Some builders start by experimenting with a few pieces until they find a combination they like. They then build the rest of the model from there. I’m not one of those people. I plan my builds. “Doesn’t that kill spontaneity?”, you may wonder. Well yes, it does, but if I wanted to build a scale model of a complex object such as an aircraft spontaneously, it simply wouldn’t happen. My brain doesn’t work like that. Furthermore, I enjoy looking at pictures of aircraft, reading about them and thinking about which to build and how to build it. To me this is half the fun. If If I am spontaneous, I’ll build car.
The E-1 Tracer is a twin-engined Airborne Early Warning aircraft. It was used by the US Navy aboard aircraft carriers, from the late fifties to the mid-seventies. Crucial for the aircraft’s role was a radar antenna in a large radome on top of its fuselage, that allowed it to detect and track enemy bombers more than 90 miles away. It could also direct the aircraft carrier’s fighter aircraft to intercept them. For its day this was pretty impressive. I have been building US Navy aircraft from 1965 for a while now, including an EA-1F Skyraider electronic warfare aircraft and an A-3B Skywarrior bomber, as well as some of those fighters. I also have a model of the Tracer’s replacement, the E-2 Hawkeye, so a Tracer seemed like an obvious choice. It’s a difficult shape, however, which put me off it for a while. First and foremost, there’s that big radome. It has a sort of flattened teardrop shape. Then there’s the fuselage. The aircraft has a bulbous nose and cockpit and there doesn’t seem to be a straight line on it. Finally, the wings are mounted at an awkward angle and they fold in a complicated manner.
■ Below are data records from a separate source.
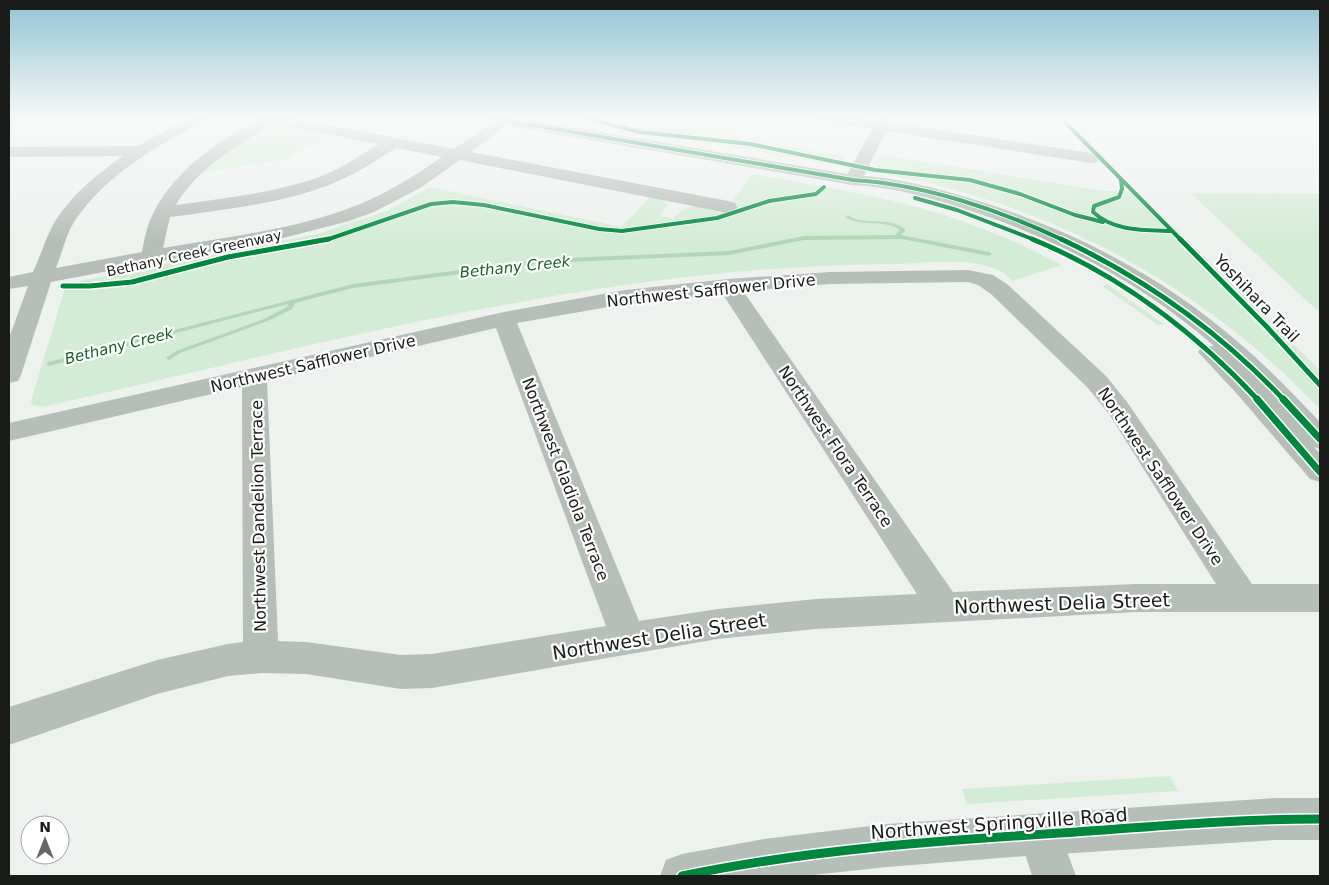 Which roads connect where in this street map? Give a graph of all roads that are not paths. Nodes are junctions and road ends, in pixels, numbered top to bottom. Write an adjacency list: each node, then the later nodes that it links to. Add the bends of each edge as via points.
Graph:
1 (131, 158): 12 (street, via 107,176 65,222)
2 (210, 158): 10 (street, via 170,200)
3 (367, 158): 10 (street, via 317,183 277,194)
4 (451, 158): 11 (street, via 394,196 342,217 282,232)
5 (473, 158): 9 (street)
6 (731, 158): 8 (street)
7 (864, 158): 8 (street)
8 (853, 180): 19 (street, via 910,187 983,208 1029,225 1100,259 1173,303 1215,334 1272,386); 20 (street, via 1016,230 1110,278 1161,312 1223,364)
9 (728, 207)
10 (162, 213): 11 (street)
11 (150, 256): 12 (street)
12 (41, 277): 13 (street); 16 (street)
13 (9, 283)
14 (728, 286): 15 (street, Northwest Safflower Drive, via 625,297); 21 (street, Northwest Safflower Drive, via 830,278 956,276 979,278 992,284 1098,382); 23 (street, Northwest Flora Terrace)
15 (504, 319): 17 (street, Northwest Safflower Drive); 24 (street, Northwest Gladiola Terrace)
16 (9, 374)
17 (254, 376): 18 (street, Northwest Safflower Drive); 25 (street, Northwest Dandelion Terrace)
18 (9, 432)
19 (1320, 439)
20 (1320, 472)
21 (1244, 598): 22 (street, Northwest Delia Street); 23 (street, Northwest Delia Street, via 1136,598)
22 (1320, 598)
23 (945, 608): 24 (street, Northwest Delia Street, via 816,614)
24 (628, 638): 25 (street, Northwest Delia Street, via 432,671 401,672 306,658)
25 (261, 657): 26 (street, Northwest Delia Street, via 228,660 157,677)
26 (9, 726)
27 (1320, 819): 28 (street, Northwest Springville Road)
28 (1040, 834): 29 (street, Northwest Springville Road, via 800,854); 30 (street)
29 (682, 876)
30 (1054, 876)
My plan consists of a few drawings on graph paper. I used reference drawings from a few books I bought for the occasion. My drawings show the sizes of various parts of the aircraft and where they are located relative to each other in studs. I don’t want to have to work all of this out when I am already building a complicated shape and I hate having to rebuild something I just spent hours putting together, because I have messed up the scale. I always start actually building with the difficult bits, because I know that once I’ll have finished those, I’ll probably be able to finish the project. The radome is largely done and I spent several hours this weekend building the nose and the cockpit section. Next, I’ll probably tackle those awkward folding wings and the engines.